Implications for homebuilders
Homebuilders are highly sensitive to the economy. Any sort of slowdown can leave them with excess inventory, and if home prices don’t rise, builders are stuck with depreciating inventory that costs them to maintain and finance. They will look at the production numbers and conclude that the economy is still expanding moderately. If anything, increasing production portends an increase in hiring, which is definitely bullish (positive) for the economy.
Recovery in the homebuilding market will be driven primarily by first-time homebuyers. They’re still struggling to find jobs, and until we see employment growth back to normalcy, it may be difficult to see the 1.5 million housing starts that are typical of an expansion. We recently broke 1 million, which historically has been a very depressed level.

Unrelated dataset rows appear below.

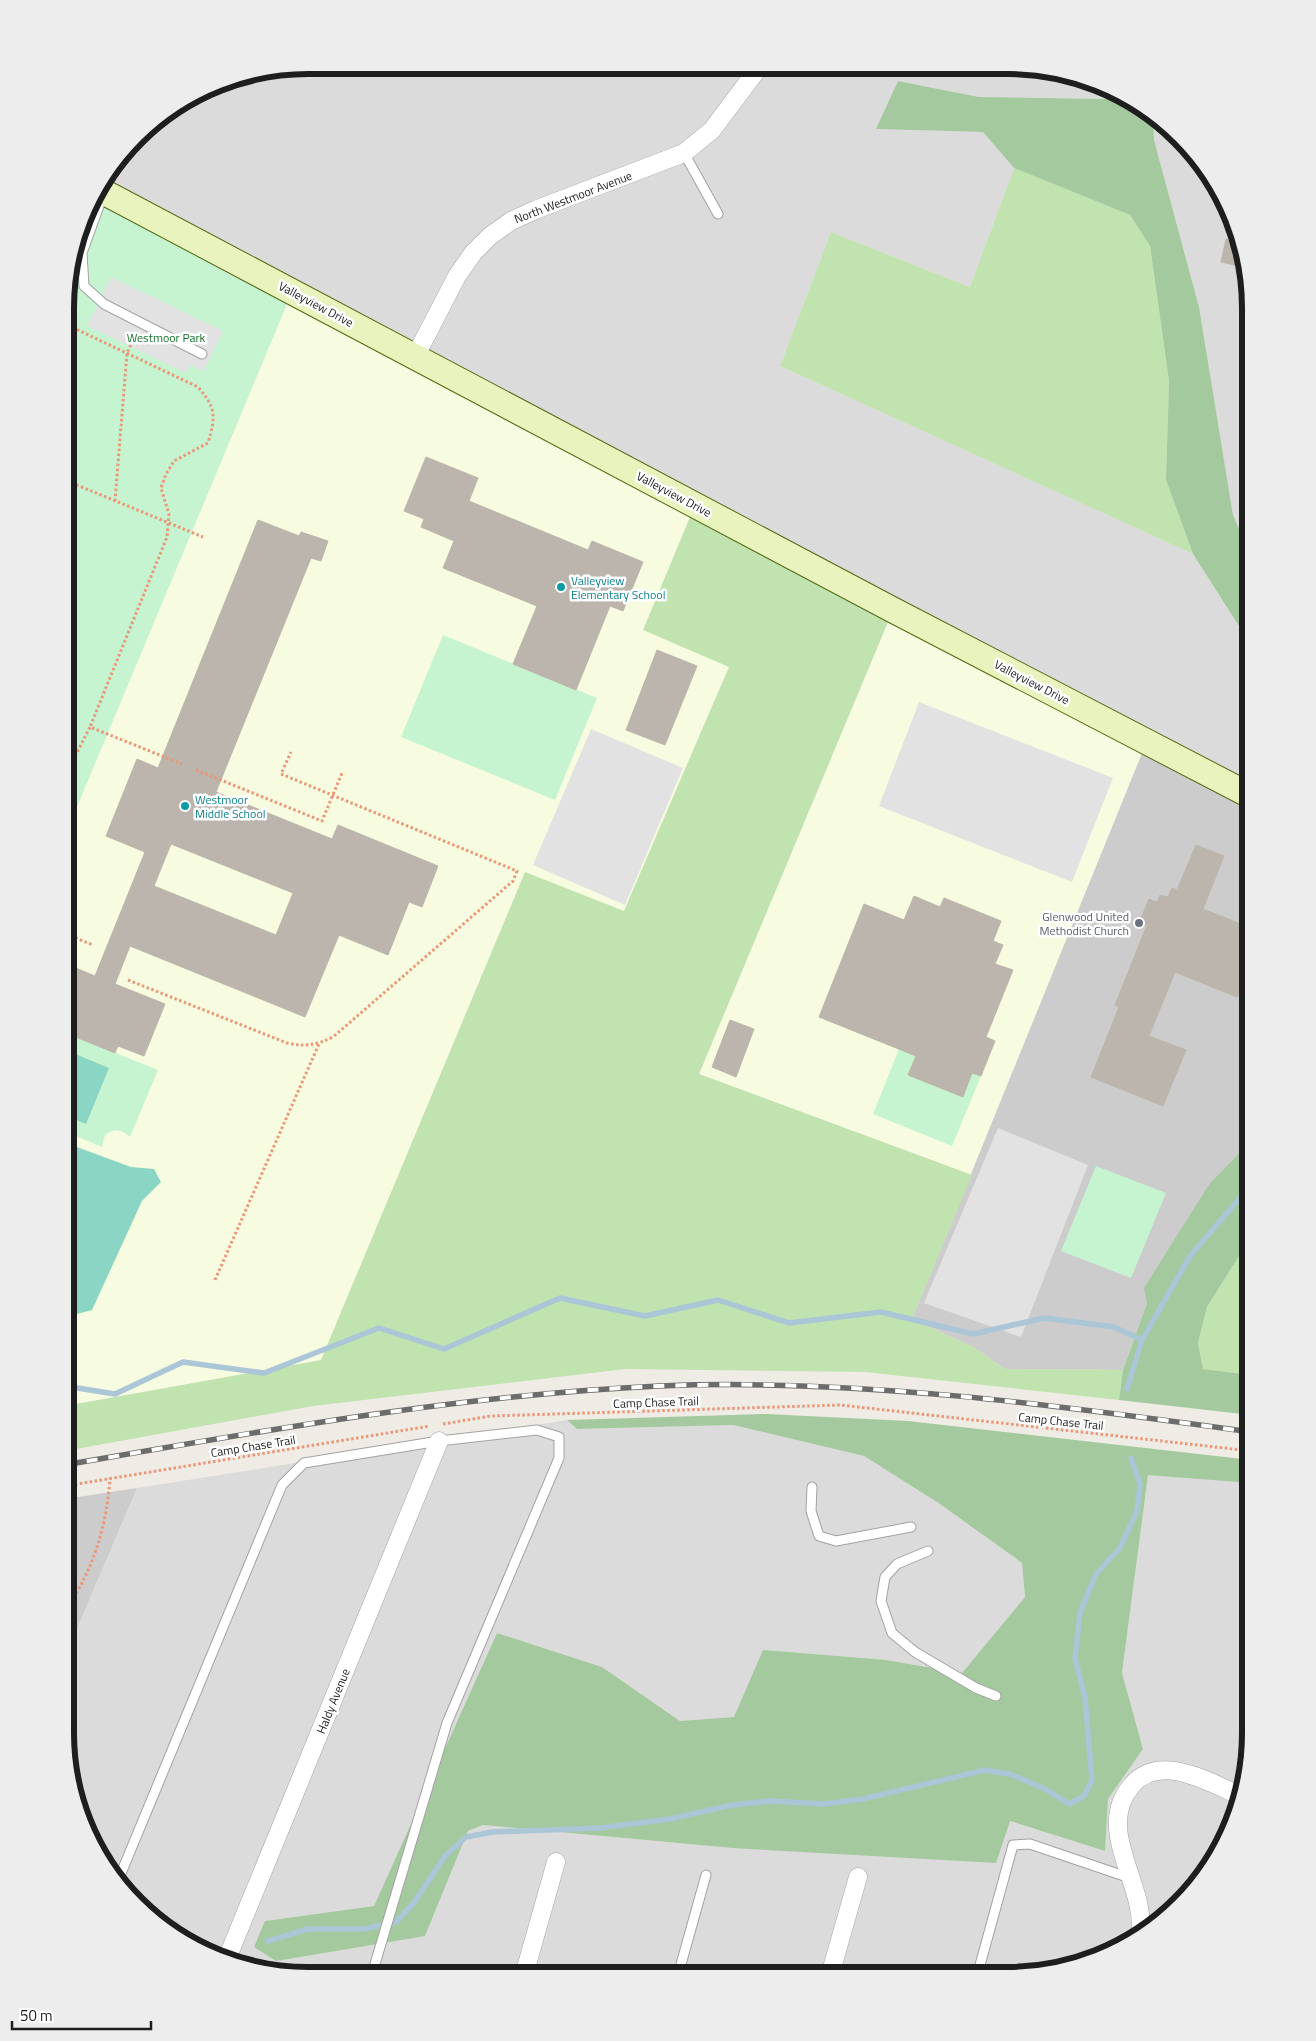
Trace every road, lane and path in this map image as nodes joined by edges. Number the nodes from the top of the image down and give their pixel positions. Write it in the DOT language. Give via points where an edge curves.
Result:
graph roads {
  1 [pos="754,74"];
  2 [pos="684,153"];
  3 [pos="104,193"];
  4 [pos="95,212"];
  5 [pos="718,214"];
  6 [pos="140,323"];
  7 [pos="74,330"];
  8 [pos="127,353"];
  9 [pos="202,354"];
  10 [pos="415,357"];
  11 [pos="74,484"];
  12 [pos="115,501"];
  13 [pos="168,522"];
  14 [pos="203,537"];
  15 [pos="90,727"];
  16 [pos="291,752"];
  17 [pos="74,758"];
  18 [pos="182,764"];
  19 [pos="196,770"];
  20 [pos="342,773"];
  21 [pos="1242,791"];
  22 [pos="333,795"];
  23 [pos="74,937"];
  24 [pos="93,945"];
  25 [pos="128,980"];
  26 [pos="319,1043"];
  27 [pos="215,1280"];
  28 [pos="437,1430"];
  29 [pos="1242,1450"];
  30 [pos="110,1478"];
  31 [pos="74,1484"];
  32 [pos="812,1487"];
  33 [pos="911,1527"];
  34 [pos="928,1551"];
  35 [pos="74,1598"];
  36 [pos="996,1696"];
  37 [pos="1234,1793"];
  38 [pos="556,1862"];
  39 [pos="121,1874"];
  40 [pos="706,1875"];
  41 [pos="858,1877"];
  42 [pos="1132,1879"];
  43 [pos="1141,1926"];
  44 [pos="229,1954"];
  45 [pos="374,1967"];
  46 [pos="526,1967"];
  47 [pos="680,1967"];
  48 [pos="833,1967"];
  49 [pos="979,1967"];
  1 -- 2 [label="street, North Westmoor Avenue" via="712,130"];
  2 -- 5 [label="lane"];
  2 -- 10 [label="street, North Westmoor Avenue" via="511,221 473,253 456,276"];
  3 -- 10 [label="street, Valleyview Drive"];
  4 -- 6 [label="lane" via="82,253 84,286 104,304"];
  6 -- 8 [label="path"];
  6 -- 9 [label="lane"];
  7 -- 8 [label="path"];
  8 -- 12 [label="path"];
  8 -- 13 [label="path" via="198,387 210,402 214,417 208,443 174,460 166,474 161,488 169,514"];
  10 -- 21 [label="street, Valleyview Drive"];
  11 -- 12 [label="path"];
  12 -- 13 [label="path"];
  13 -- 14 [label="path"];
  13 -- 15 [label="path" via="168,537"];
  15 -- 17 [label="path"];
  15 -- 18 [label="path"];
  16 -- 22 [label="path" via="281,774"];
  19 -- 22 [label="path" via="322,821"];
  20 -- 22 [label="path"];
  22 -- 26 [label="path" via="517,871 513,881 339,1031"];
  23 -- 24 [label="path"];
  25 -- 26 [label="path" via="287,1043 303,1046"];
  26 -- 27 [label="path"];
  28 -- 29 [label="path, Camp Chase Trail" via="491,1416 840,1405"];
  28 -- 30 [label="path, Camp Chase Trail"];
  28 -- 39 [label="lane" via="304,1463 282,1485"];
  28 -- 44 [label="street, Haldy Avenue"];
  28 -- 45 [label="lane" via="537,1430 559,1437 559,1458 447,1723"];
  30 -- 31 [label="path, Camp Chase Trail"];
  30 -- 35 [label="path" via="105,1523 93,1559"];
  32 -- 33 [label="lane" via="811,1511 819,1536 836,1541"];
  34 -- 36 [label="lane" via="897,1564 885,1577 881,1601 892,1633 922,1656"];
  37 -- 42 [label="street" via="1172,1770 1152,1773 1134,1783 1121,1804 1117,1830"];
  38 -- 46 [label="street"];
  40 -- 47 [label="lane"];
  41 -- 48 [label="street"];
  42 -- 43 [label="street"];
  42 -- 49 [label="lane" via="1030,1844 1013,1845"];
}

Homebuilders have experienced quite the renaissance over the past year, as the homebuilder ETF (XHB) has rallied. Rising real estate prices seem to be driving increases in orders. As the economy improves, renters will become more comfortable with the idea of homeownership. Given that the cost of renting is way higher than the cost of owning, marginal increases in the overall state of the economy and confidence will drive home demand. Specific homebuilder stocks that will be positively affected by changes in consumer sentiment include KB Home (KBH), Lennar (LEN), NVR Homes (NVR), Standard Pacific (SPF), and Toll Brothers (TOL).